Stored items from a collection
- - -
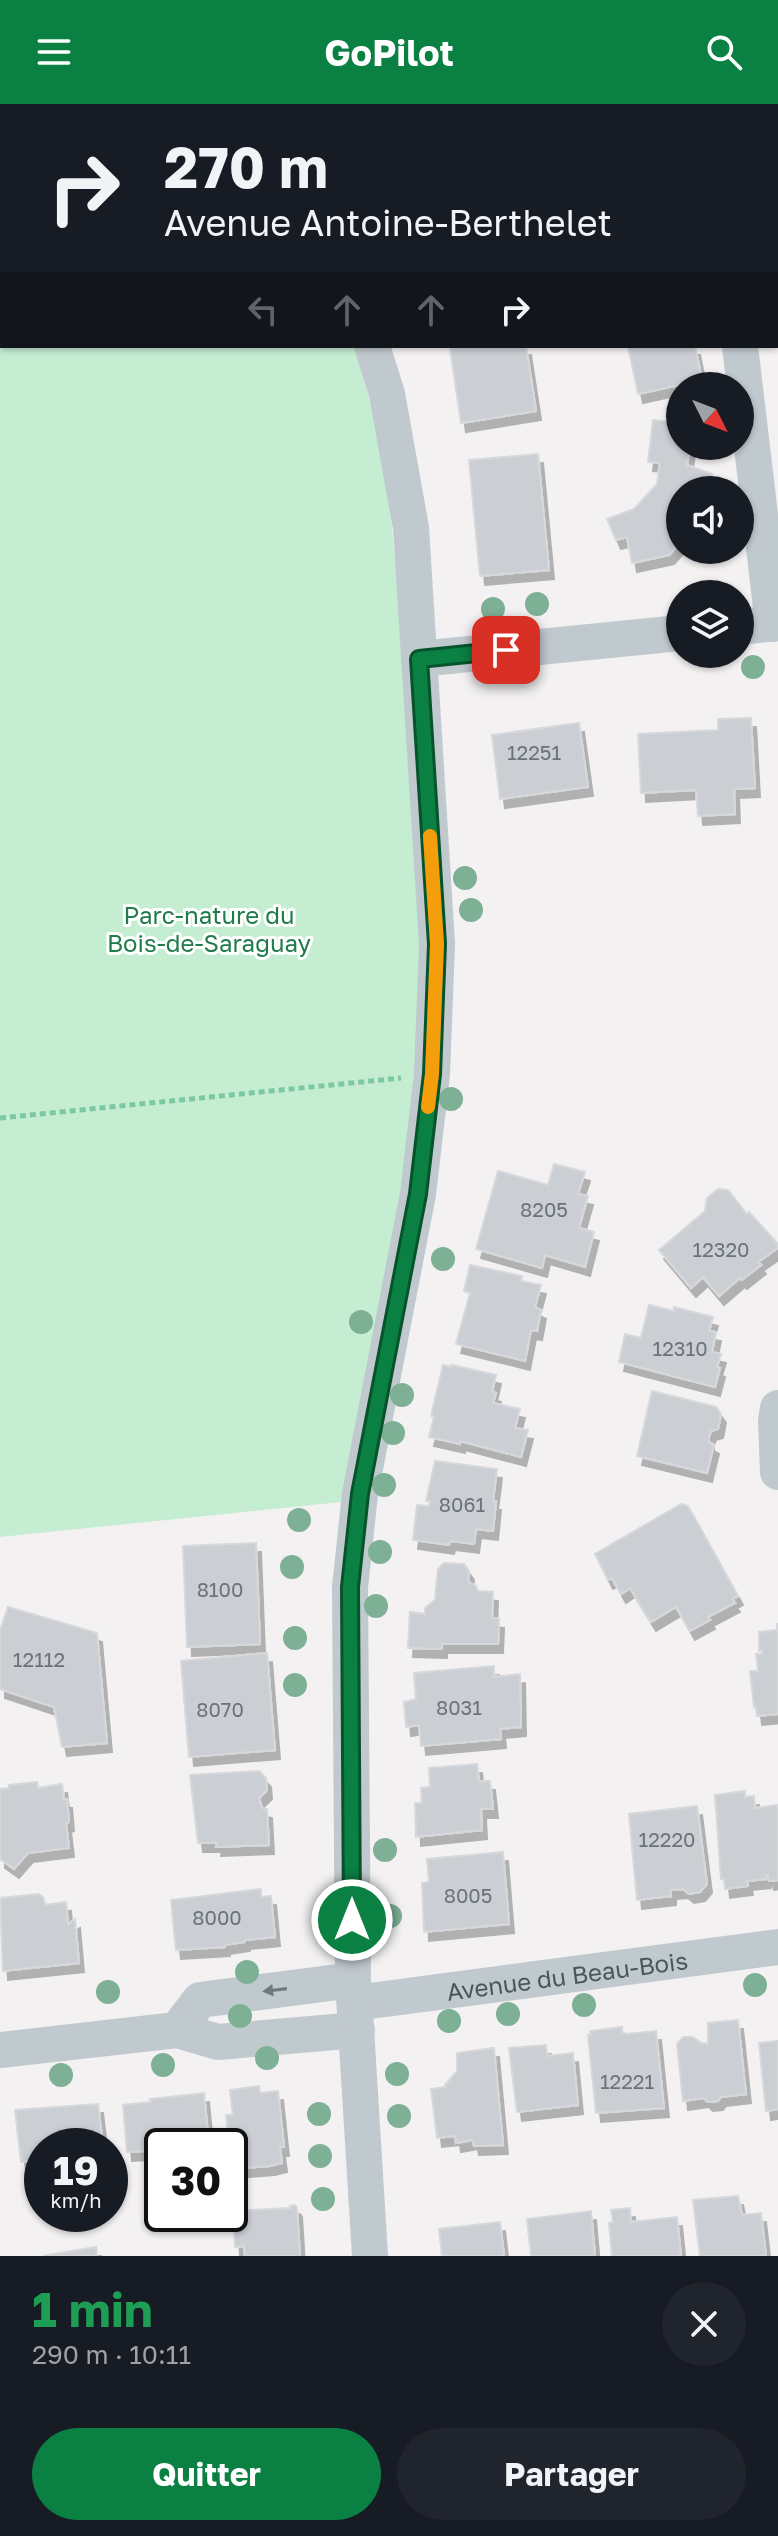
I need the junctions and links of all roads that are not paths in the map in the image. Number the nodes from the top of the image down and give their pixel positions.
1 (373, 348) edge
2 (740, 348) edge
3 (764, 624) edge
4 (666, 634) edge
5 (419, 659) junction
6 (778, 1408) edge
7 (778, 1472) edge
8 (778, 1947) edge
9 (355, 2005) junction
10 (177, 2030) junction
11 (0, 2050) edge
12 (370, 2256) edge

1 - 5 street
2 - 3 street
4 - 5 street
5 - 9 street
6 - 7 street
8 - 9 street, Avenue du Beau-Bois
9 - 10 street, Avenue du Beau-Bois
9 -> 10 street, Avenue du Beau-Bois
9 - 12 street
10 - 11 street, Avenue du Beau-Bois

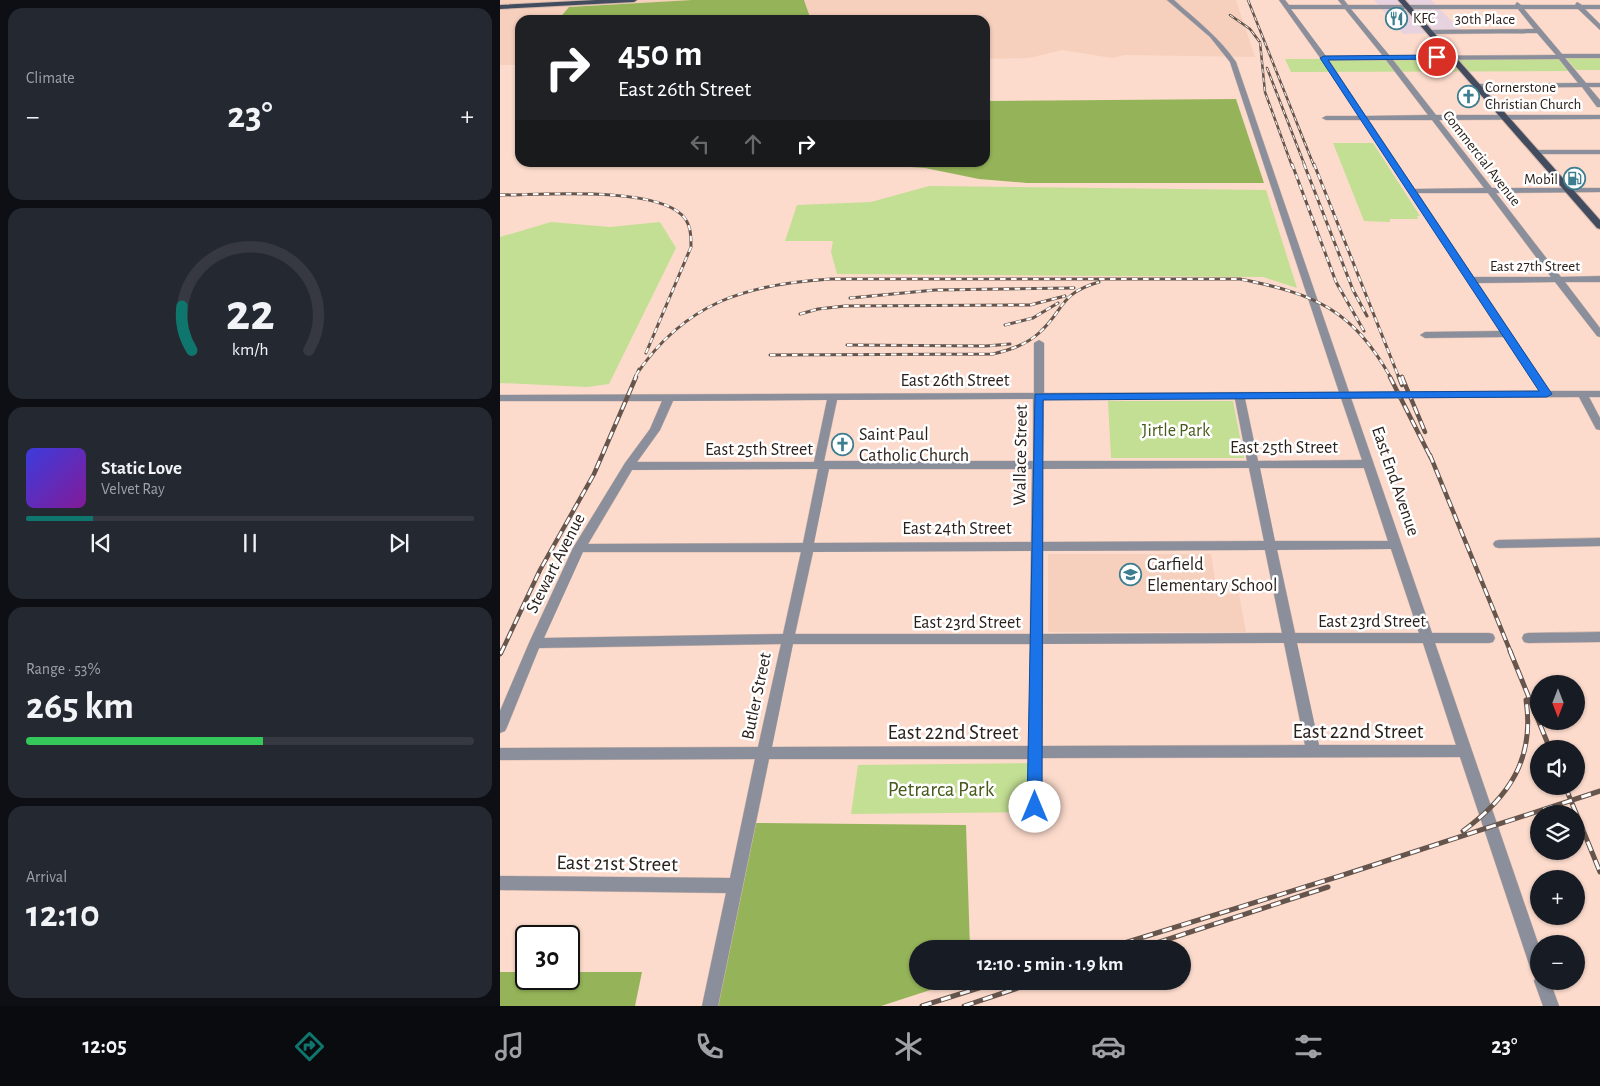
- - -
> [Action item] The records above must be retyped exactly. Please omit the pictures.

> [Result below]
I need the junctions and links of all roads that are not paths in the map in the image. Number the nodes from the top of the image down and give their pixel positions.
1 (373, 348) edge
2 (740, 348) edge
3 (764, 624) edge
4 (666, 634) edge
5 (419, 659) junction
6 (778, 1408) edge
7 (778, 1472) edge
8 (778, 1947) edge
9 (355, 2005) junction
10 (177, 2030) junction
11 (0, 2050) edge
12 (370, 2256) edge

1 - 5 street
2 - 3 street
4 - 5 street
5 - 9 street
6 - 7 street
8 - 9 street, Avenue du Beau-Bois
9 - 10 street, Avenue du Beau-Bois
9 -> 10 street, Avenue du Beau-Bois
9 - 12 street
10 - 11 street, Avenue du Beau-Bois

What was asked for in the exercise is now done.